Input data:
..........

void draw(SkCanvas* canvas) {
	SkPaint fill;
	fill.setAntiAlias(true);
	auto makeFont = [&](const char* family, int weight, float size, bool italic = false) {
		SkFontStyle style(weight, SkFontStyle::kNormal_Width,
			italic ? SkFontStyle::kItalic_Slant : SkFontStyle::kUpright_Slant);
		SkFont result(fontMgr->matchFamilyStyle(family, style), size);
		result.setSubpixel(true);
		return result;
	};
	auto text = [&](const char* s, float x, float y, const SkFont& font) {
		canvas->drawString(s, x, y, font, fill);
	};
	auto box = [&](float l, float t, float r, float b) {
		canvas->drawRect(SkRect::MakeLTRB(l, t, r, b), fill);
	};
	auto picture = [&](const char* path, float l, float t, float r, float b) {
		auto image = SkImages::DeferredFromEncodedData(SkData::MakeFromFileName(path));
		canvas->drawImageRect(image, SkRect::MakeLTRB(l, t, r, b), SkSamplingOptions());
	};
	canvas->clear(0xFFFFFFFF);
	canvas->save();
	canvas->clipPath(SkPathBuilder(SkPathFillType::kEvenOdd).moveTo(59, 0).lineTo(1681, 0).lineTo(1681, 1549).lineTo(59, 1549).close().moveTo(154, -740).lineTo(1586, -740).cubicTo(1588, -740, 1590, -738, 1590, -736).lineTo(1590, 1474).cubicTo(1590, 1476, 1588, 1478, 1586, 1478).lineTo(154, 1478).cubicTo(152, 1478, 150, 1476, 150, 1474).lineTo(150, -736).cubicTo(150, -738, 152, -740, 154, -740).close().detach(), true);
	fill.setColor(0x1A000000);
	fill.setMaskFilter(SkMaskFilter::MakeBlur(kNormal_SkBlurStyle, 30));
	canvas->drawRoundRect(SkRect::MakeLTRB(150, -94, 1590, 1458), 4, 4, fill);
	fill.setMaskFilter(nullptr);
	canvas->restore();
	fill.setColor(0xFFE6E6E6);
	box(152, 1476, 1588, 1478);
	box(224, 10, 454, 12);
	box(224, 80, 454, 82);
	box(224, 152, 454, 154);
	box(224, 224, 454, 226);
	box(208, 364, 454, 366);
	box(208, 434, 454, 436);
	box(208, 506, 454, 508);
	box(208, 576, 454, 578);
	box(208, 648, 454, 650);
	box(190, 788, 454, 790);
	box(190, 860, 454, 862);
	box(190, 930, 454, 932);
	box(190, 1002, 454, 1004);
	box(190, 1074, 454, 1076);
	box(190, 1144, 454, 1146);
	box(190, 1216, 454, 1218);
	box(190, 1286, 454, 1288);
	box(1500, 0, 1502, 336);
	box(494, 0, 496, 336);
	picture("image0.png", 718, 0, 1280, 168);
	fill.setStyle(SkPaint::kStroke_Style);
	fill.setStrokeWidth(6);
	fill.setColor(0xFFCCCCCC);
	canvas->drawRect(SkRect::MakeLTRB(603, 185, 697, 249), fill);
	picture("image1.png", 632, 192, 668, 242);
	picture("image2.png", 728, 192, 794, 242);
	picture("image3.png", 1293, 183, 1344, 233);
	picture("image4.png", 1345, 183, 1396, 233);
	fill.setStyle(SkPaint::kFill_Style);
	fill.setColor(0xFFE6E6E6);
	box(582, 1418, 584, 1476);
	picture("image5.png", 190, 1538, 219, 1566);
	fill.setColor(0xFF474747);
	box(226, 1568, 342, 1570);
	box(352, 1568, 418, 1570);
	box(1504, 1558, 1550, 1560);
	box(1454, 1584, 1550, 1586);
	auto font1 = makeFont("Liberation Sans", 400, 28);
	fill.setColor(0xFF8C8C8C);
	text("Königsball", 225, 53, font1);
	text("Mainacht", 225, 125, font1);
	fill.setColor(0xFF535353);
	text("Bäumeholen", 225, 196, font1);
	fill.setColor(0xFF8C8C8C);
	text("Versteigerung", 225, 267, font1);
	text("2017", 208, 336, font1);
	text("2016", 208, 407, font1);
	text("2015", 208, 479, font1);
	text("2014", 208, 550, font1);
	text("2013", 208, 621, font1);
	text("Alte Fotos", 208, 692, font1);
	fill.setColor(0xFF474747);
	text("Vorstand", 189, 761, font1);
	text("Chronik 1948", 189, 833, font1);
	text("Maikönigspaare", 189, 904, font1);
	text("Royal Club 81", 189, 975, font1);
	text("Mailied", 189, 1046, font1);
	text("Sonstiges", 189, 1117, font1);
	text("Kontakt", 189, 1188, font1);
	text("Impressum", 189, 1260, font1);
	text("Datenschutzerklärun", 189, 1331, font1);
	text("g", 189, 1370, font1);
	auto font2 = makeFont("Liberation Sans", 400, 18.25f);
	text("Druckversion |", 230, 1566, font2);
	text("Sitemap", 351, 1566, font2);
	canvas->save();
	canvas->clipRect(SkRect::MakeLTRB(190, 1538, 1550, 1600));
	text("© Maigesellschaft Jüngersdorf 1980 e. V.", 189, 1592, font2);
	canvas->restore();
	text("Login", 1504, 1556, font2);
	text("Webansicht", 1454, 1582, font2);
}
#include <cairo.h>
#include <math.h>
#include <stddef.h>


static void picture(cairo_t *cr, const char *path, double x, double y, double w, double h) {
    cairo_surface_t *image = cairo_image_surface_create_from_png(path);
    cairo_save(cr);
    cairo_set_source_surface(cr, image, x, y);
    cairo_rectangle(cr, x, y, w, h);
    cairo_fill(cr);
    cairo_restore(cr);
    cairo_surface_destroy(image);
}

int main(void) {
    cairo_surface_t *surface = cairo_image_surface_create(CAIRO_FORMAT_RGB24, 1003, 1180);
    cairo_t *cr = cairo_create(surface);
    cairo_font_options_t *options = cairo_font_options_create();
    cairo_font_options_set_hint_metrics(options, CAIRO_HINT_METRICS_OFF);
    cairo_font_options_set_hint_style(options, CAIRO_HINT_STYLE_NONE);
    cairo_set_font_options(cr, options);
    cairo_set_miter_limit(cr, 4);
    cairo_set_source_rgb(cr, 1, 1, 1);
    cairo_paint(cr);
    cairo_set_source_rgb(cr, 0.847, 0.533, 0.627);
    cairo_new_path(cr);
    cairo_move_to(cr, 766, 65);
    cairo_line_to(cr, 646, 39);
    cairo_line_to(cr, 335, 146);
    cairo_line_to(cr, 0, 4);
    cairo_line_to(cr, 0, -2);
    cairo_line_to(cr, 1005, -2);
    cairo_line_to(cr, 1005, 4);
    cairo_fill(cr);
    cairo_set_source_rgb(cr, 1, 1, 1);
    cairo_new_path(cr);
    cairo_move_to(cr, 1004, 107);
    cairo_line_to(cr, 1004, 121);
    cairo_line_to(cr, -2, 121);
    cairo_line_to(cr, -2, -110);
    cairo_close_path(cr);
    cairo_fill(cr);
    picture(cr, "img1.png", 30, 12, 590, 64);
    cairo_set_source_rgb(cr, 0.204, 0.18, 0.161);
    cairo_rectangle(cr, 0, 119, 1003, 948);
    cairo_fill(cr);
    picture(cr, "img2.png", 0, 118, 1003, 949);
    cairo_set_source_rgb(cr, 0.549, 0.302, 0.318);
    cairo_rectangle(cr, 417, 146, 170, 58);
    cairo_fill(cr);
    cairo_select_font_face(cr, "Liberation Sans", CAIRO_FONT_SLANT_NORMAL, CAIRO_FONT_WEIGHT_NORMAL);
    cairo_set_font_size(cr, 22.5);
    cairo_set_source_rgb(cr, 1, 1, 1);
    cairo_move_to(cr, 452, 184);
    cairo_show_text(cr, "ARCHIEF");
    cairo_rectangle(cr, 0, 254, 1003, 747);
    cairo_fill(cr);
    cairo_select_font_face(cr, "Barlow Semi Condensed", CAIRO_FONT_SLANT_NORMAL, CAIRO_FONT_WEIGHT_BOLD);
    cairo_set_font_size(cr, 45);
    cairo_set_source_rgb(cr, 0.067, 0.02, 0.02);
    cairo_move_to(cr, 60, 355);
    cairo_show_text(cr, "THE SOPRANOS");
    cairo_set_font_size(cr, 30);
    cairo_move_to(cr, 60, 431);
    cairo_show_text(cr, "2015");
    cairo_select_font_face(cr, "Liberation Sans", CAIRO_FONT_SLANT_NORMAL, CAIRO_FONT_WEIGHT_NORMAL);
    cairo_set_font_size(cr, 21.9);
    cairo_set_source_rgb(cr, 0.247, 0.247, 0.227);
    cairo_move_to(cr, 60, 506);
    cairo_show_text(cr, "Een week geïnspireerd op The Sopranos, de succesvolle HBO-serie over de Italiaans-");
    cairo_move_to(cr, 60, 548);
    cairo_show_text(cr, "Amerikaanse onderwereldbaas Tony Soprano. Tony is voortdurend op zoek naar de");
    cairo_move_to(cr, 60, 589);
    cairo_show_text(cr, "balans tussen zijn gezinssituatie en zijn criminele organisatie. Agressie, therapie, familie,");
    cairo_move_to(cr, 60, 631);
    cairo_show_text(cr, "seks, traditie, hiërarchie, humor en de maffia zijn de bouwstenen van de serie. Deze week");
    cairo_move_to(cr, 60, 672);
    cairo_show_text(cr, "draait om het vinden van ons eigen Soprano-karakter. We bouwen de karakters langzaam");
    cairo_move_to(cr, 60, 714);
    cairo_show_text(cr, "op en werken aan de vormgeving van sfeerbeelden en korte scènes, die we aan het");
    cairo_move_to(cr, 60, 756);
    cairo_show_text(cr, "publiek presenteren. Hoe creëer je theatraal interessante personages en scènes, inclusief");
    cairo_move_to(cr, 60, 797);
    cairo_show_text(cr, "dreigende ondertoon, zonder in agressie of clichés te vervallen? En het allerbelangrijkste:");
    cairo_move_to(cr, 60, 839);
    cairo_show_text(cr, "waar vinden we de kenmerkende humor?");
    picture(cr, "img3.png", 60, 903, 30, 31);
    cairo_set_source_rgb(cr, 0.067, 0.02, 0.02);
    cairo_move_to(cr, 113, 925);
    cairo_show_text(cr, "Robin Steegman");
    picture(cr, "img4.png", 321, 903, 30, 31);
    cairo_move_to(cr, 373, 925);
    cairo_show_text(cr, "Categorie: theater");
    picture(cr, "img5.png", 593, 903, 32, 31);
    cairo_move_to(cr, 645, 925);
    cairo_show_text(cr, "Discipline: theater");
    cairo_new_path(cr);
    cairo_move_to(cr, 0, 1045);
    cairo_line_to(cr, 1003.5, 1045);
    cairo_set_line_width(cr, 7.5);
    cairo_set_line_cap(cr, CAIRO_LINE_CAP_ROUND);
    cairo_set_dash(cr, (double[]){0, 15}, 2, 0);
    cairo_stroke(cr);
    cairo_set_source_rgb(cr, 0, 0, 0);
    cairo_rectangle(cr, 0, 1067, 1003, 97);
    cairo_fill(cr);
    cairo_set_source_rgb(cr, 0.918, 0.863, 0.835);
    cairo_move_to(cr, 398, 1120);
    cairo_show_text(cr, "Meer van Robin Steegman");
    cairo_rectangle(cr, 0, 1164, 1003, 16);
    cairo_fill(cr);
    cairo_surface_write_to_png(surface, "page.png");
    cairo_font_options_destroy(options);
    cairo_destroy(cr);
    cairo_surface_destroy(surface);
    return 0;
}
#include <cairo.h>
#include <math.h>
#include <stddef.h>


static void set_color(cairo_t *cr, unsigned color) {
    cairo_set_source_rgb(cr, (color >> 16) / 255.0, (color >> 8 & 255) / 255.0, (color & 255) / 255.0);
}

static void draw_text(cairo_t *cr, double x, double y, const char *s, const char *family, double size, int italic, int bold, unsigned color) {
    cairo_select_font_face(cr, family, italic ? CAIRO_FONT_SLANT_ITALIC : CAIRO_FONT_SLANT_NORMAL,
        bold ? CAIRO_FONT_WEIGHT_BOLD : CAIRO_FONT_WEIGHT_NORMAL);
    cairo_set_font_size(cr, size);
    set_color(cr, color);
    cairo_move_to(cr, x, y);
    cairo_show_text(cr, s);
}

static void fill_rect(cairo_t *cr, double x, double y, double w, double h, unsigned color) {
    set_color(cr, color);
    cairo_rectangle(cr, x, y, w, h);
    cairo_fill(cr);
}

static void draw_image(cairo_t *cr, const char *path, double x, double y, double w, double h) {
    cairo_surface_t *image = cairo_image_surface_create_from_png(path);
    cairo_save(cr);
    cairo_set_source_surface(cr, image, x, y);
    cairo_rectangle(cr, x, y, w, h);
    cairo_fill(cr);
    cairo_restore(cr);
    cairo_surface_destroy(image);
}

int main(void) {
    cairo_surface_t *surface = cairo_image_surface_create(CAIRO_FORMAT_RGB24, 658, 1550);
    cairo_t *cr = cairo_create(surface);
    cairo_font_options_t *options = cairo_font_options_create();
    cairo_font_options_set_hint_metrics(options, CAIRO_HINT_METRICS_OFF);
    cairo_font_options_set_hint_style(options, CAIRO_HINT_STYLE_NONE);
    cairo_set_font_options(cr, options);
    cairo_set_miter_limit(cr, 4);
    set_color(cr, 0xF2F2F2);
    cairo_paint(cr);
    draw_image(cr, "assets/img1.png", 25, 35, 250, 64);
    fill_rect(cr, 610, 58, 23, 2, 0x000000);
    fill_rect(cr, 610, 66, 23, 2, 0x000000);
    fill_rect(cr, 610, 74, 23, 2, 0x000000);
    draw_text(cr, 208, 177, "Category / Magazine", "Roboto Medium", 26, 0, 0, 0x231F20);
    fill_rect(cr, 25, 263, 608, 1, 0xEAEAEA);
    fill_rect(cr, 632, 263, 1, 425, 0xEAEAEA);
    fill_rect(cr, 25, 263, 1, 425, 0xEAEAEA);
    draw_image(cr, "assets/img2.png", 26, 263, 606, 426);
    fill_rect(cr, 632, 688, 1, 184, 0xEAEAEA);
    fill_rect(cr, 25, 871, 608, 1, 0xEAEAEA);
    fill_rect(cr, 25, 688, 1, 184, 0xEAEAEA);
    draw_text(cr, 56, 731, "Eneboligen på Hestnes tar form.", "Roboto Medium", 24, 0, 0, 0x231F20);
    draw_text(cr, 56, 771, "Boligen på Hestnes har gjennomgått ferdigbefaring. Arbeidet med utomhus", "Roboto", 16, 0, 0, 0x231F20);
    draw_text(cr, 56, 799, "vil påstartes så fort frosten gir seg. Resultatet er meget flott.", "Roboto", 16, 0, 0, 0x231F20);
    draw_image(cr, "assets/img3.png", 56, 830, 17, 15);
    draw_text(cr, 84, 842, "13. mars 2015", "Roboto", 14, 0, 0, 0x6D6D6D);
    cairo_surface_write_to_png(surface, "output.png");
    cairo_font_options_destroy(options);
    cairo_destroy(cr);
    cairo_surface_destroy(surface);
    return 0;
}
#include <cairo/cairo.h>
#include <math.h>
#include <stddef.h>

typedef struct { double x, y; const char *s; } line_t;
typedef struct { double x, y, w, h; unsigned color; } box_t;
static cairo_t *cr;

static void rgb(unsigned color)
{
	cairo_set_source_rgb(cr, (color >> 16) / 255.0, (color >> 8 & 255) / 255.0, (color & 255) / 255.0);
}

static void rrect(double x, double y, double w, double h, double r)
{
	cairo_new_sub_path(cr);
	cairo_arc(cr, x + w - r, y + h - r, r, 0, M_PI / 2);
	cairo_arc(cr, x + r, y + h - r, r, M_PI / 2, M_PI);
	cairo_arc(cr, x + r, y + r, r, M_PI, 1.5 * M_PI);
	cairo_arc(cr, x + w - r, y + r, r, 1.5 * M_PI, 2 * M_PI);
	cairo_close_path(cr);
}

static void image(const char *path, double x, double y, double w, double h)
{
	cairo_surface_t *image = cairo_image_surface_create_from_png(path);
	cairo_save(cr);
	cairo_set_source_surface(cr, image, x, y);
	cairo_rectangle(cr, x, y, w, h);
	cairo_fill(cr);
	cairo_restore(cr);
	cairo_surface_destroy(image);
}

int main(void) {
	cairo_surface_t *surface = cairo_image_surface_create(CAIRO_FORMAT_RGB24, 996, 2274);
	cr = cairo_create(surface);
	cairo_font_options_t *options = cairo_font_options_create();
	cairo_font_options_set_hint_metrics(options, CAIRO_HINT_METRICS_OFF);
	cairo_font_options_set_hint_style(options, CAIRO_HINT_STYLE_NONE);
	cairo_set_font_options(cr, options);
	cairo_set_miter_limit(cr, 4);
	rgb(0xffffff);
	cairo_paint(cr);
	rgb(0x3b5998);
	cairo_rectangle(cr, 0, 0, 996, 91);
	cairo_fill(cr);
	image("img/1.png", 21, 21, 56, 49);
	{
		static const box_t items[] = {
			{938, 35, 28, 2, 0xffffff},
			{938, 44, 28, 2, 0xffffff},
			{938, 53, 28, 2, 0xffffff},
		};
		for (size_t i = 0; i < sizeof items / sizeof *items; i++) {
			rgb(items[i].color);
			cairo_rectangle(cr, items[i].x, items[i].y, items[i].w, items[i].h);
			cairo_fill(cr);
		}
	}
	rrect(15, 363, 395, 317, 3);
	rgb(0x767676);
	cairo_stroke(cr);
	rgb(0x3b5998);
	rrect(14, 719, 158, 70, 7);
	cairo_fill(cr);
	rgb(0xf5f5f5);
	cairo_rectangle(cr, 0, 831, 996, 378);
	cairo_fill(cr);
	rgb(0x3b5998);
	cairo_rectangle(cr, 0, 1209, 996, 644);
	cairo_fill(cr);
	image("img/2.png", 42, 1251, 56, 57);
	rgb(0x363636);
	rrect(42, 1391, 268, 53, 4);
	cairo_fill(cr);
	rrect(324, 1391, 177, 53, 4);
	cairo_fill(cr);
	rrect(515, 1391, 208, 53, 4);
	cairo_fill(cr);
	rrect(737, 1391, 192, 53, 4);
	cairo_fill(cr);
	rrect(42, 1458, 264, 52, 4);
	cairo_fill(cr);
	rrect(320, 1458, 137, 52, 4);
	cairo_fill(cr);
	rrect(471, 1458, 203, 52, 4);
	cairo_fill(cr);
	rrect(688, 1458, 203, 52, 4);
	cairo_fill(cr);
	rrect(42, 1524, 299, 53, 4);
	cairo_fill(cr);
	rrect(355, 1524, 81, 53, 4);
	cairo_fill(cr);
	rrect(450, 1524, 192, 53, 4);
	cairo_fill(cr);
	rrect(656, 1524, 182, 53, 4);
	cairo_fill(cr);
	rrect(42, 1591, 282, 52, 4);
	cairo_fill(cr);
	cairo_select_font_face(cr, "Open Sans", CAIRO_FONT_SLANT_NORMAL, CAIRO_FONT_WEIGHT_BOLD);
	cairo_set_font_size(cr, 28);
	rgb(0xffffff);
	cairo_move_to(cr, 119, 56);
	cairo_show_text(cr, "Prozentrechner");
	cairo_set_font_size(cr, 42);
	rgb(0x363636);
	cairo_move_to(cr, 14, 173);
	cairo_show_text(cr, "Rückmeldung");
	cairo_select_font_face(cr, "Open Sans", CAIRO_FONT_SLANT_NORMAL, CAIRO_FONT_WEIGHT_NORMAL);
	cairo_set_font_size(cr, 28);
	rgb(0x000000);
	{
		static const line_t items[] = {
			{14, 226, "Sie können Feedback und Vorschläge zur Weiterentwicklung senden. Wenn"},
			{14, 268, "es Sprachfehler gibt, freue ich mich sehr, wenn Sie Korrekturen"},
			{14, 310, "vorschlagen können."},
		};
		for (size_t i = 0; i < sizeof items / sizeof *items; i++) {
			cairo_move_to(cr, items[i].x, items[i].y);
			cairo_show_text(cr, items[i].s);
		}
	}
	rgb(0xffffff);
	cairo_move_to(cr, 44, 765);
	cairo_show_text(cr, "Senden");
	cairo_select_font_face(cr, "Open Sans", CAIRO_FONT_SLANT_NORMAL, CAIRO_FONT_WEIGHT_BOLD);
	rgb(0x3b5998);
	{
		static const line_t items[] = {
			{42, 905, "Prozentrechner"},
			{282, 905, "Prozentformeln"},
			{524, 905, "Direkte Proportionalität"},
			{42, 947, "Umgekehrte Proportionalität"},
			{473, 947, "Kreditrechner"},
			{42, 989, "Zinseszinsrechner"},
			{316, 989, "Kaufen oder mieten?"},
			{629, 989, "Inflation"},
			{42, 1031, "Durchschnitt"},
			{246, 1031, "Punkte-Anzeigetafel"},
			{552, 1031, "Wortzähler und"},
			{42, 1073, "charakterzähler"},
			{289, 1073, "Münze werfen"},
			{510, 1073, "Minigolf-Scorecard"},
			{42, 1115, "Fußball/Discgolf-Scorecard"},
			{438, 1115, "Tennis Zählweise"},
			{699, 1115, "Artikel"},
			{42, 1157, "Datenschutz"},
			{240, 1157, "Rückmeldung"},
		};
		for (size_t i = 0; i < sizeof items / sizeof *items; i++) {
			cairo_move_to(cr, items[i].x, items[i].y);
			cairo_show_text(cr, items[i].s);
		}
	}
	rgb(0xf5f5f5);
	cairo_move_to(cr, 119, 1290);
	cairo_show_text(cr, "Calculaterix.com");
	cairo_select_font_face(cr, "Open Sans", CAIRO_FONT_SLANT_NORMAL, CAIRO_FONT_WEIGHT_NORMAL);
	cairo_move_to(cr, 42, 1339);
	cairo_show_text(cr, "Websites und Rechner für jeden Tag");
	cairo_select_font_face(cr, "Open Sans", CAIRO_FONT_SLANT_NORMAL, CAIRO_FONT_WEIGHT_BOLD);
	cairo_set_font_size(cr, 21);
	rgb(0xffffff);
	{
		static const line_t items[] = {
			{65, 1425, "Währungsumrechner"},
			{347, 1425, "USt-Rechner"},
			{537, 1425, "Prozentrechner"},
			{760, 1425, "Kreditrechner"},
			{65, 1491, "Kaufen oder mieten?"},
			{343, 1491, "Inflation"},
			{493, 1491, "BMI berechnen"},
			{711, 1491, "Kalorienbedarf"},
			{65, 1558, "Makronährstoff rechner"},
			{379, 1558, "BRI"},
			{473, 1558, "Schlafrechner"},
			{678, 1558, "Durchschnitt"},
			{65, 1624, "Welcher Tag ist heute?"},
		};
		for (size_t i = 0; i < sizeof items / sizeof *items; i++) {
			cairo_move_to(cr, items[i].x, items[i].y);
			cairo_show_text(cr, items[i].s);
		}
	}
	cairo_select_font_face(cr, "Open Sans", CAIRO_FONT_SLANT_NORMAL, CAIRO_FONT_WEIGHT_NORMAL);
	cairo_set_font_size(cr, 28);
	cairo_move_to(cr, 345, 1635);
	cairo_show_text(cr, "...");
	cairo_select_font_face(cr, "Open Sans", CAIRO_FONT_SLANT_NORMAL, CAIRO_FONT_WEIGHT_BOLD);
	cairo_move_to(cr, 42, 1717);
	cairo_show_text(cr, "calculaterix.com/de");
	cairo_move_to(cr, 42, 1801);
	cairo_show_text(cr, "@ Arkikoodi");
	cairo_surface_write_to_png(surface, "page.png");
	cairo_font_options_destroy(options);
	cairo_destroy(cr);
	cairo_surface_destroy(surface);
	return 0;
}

..........

Exercise prompt: Look through the listing and return each line containing the word "Scorecard".

Answer:
			{510, 1073, "Minigolf-Scorecard"},
			{42, 1115, "Fußball/Discgolf-Scorecard"},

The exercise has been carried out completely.